# PROBLEM DESCRIPTION
Scan the listing below and copy every line holding "Huascarán".

# EXERCISE DATA
···
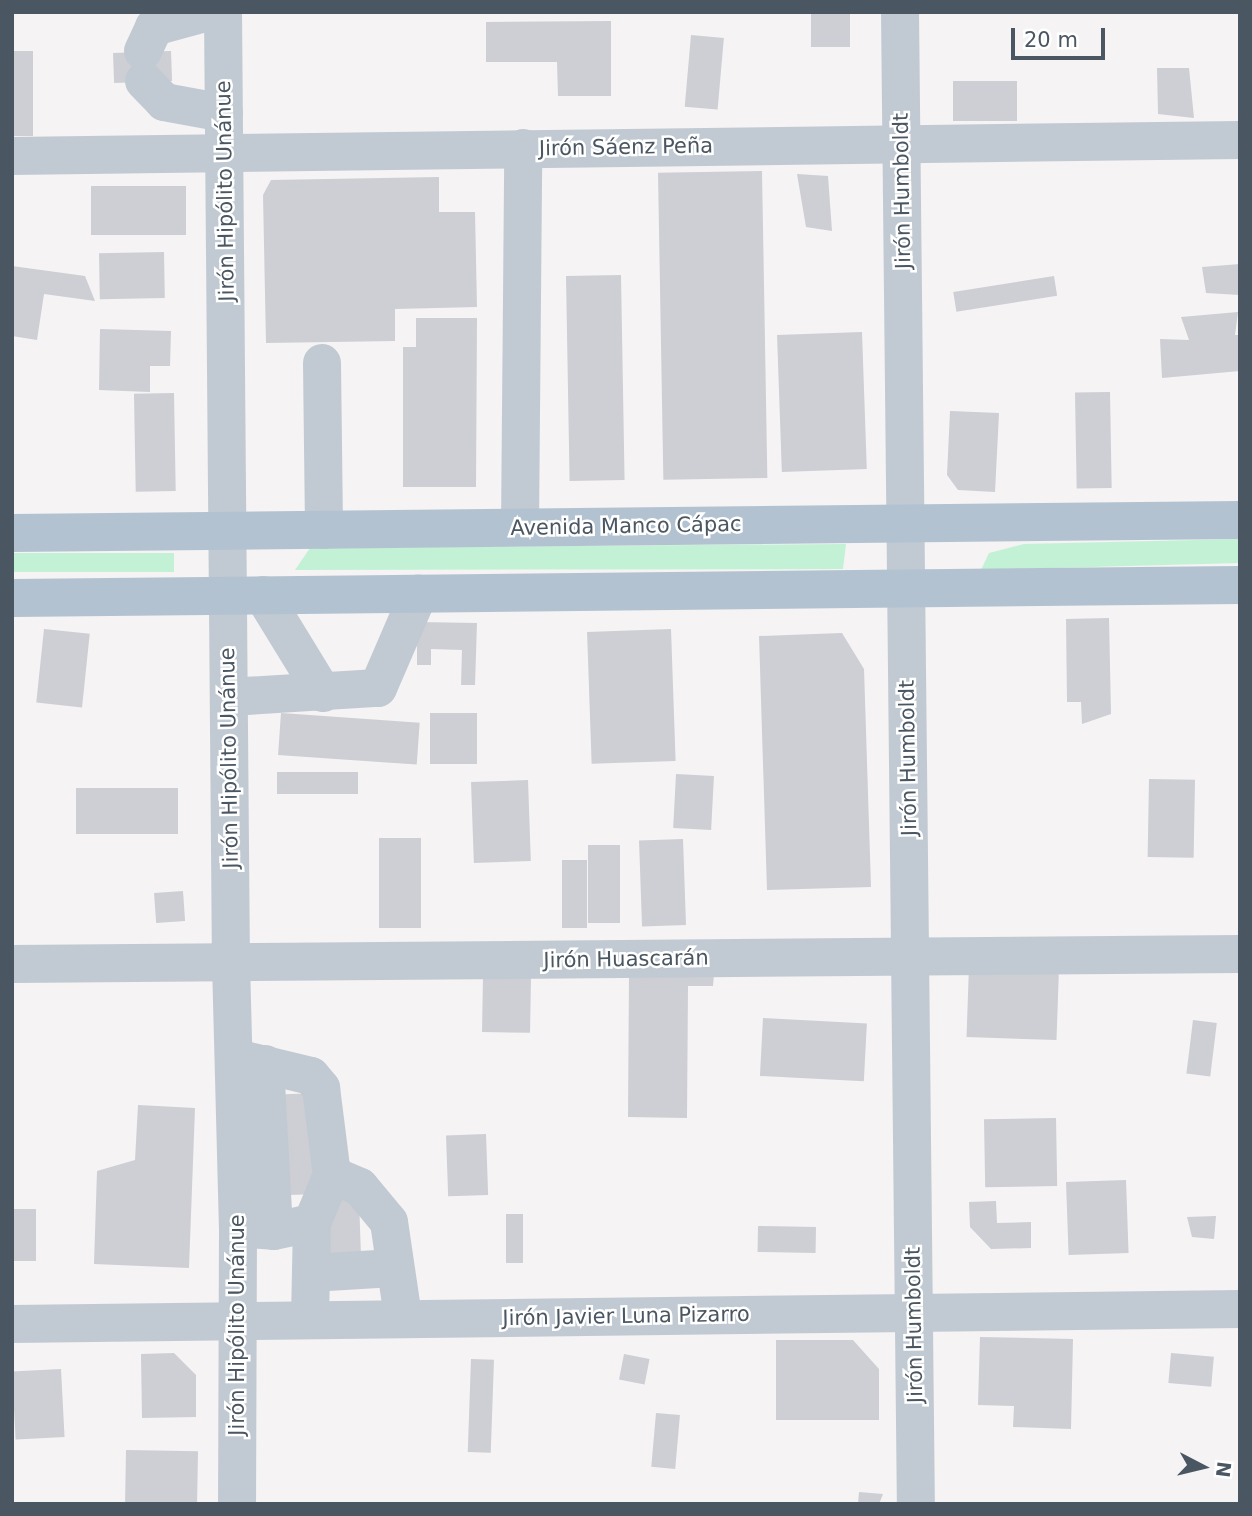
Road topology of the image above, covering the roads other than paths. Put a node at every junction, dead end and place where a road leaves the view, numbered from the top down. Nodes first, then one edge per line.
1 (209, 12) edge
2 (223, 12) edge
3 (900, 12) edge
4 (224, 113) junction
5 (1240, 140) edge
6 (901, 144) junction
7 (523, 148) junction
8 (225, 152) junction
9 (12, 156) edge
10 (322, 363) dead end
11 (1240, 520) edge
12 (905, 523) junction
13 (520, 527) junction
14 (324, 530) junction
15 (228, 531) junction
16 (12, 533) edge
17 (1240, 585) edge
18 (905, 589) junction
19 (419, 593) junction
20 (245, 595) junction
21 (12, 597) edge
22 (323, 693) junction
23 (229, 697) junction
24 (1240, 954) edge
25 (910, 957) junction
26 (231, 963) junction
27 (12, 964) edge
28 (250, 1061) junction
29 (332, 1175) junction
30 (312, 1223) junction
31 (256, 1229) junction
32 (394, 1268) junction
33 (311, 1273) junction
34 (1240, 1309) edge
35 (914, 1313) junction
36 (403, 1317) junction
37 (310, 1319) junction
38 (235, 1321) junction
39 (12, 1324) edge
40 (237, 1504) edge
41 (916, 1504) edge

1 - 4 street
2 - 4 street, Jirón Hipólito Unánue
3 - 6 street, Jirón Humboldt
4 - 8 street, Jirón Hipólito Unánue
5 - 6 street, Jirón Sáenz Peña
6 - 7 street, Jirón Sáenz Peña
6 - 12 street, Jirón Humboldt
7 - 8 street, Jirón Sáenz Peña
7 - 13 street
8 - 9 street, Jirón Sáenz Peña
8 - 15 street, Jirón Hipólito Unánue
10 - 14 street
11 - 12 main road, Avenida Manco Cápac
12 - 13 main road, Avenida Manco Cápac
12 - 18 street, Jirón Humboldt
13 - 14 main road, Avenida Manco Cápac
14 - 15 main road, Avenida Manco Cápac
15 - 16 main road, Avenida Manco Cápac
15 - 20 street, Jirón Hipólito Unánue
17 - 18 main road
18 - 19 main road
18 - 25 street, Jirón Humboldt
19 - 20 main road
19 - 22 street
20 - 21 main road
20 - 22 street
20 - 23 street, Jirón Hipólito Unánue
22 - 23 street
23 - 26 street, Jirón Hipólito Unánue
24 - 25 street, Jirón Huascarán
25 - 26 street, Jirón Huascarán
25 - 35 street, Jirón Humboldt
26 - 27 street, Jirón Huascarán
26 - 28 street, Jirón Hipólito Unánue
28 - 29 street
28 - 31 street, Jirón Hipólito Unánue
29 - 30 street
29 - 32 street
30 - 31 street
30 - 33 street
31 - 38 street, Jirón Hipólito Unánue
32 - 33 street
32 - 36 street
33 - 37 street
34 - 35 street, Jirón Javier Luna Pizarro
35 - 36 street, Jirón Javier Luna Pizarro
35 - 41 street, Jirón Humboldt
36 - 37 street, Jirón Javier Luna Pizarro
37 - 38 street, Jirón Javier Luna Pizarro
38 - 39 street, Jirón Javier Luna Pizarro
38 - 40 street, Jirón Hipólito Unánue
···
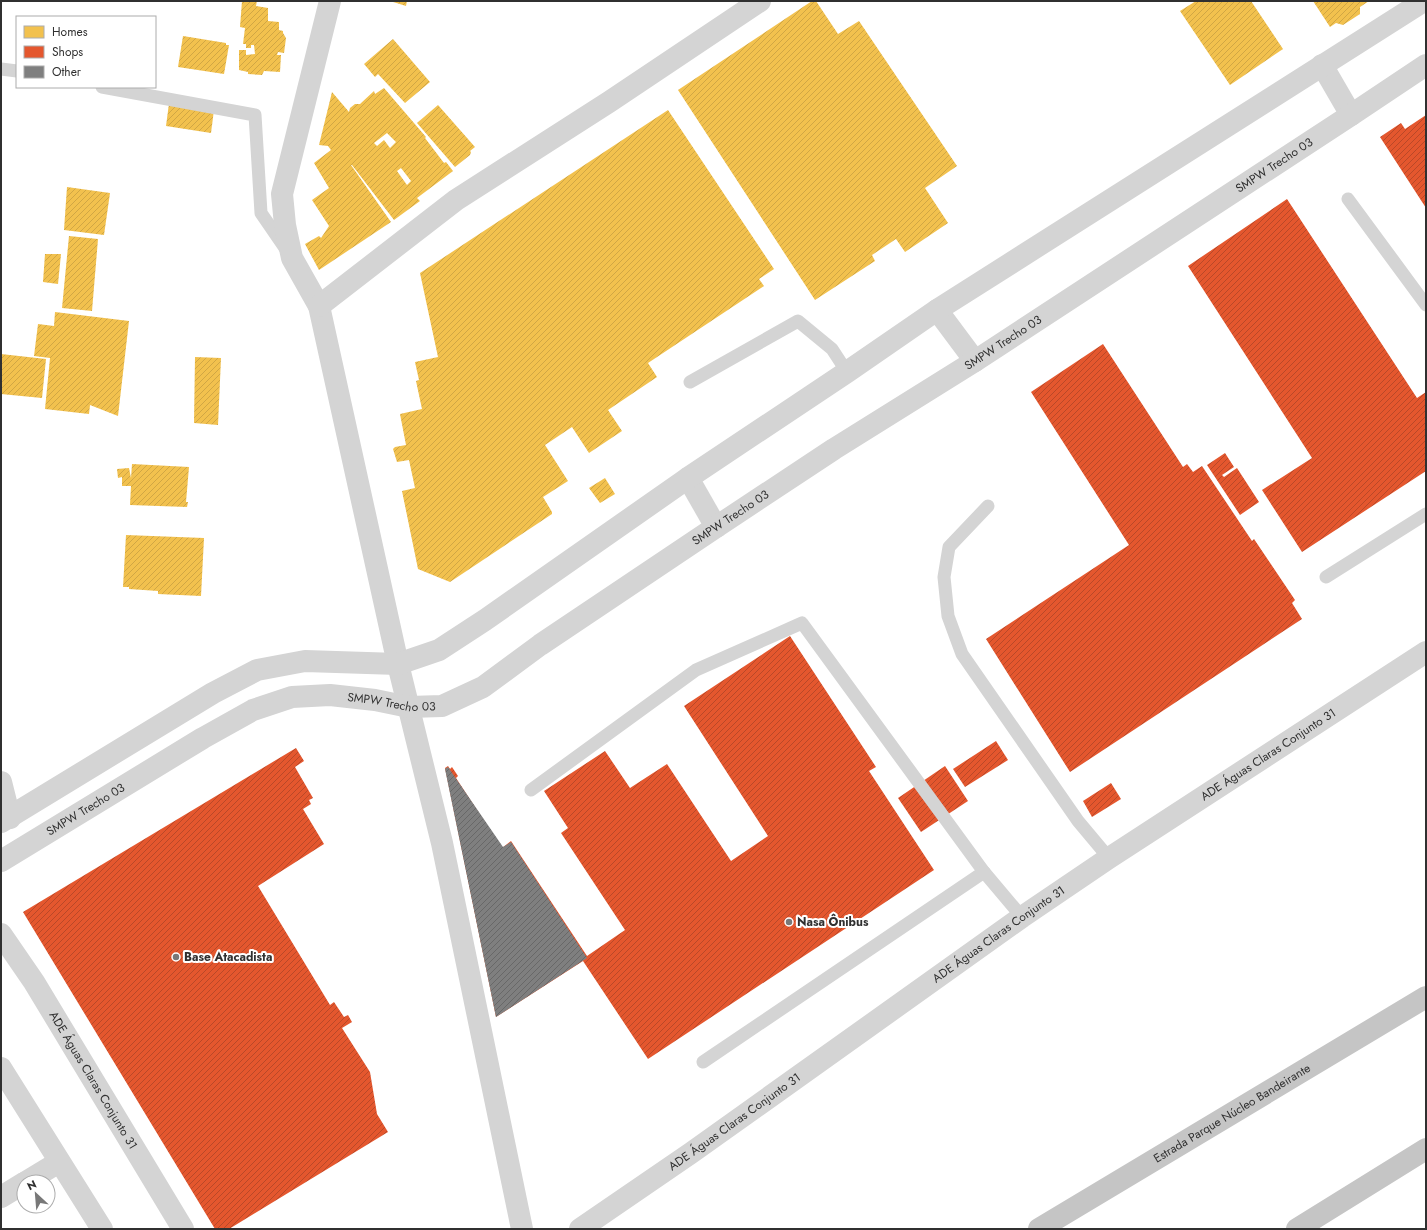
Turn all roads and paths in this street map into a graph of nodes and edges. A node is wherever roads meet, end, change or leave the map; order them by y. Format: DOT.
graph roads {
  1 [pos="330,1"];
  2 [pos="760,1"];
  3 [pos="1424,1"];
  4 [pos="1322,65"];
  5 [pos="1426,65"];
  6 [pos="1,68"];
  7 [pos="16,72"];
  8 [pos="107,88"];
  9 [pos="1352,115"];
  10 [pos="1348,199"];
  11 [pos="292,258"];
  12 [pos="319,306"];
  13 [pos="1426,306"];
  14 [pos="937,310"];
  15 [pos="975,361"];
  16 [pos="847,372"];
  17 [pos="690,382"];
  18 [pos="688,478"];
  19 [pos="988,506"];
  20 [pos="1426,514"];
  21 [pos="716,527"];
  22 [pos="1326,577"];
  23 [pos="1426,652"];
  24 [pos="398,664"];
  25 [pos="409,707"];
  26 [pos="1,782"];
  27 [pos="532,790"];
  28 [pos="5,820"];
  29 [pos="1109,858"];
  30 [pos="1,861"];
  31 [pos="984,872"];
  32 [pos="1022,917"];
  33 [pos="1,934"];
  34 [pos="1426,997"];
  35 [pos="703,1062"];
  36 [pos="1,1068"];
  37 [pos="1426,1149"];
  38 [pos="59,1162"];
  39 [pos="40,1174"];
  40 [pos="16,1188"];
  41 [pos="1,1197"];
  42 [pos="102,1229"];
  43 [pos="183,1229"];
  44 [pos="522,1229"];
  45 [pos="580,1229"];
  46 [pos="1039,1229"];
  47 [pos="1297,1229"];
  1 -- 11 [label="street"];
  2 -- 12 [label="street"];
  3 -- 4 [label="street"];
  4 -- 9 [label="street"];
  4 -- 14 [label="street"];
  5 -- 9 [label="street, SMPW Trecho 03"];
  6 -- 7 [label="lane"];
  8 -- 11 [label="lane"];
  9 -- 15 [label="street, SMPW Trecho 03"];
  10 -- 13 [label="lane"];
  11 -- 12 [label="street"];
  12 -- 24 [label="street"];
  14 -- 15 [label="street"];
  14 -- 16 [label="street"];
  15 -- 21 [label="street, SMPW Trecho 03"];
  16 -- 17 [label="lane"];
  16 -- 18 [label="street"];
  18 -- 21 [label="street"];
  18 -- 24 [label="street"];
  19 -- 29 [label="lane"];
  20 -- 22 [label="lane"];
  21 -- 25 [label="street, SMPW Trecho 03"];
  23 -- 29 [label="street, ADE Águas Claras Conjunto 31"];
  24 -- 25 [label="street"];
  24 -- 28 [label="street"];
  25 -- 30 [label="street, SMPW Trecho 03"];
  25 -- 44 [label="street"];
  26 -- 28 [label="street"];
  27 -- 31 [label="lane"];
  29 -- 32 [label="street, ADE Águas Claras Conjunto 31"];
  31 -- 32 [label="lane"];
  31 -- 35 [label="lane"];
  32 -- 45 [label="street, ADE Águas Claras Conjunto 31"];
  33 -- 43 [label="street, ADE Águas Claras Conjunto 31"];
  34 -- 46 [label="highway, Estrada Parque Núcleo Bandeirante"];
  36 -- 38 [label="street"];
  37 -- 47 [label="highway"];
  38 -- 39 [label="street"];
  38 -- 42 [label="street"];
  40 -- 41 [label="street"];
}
···
# OUTPUT FOR THIS EXERCISE
24 - 25 street, Jirón Huascarán
25 - 26 street, Jirón Huascarán
26 - 27 street, Jirón Huascarán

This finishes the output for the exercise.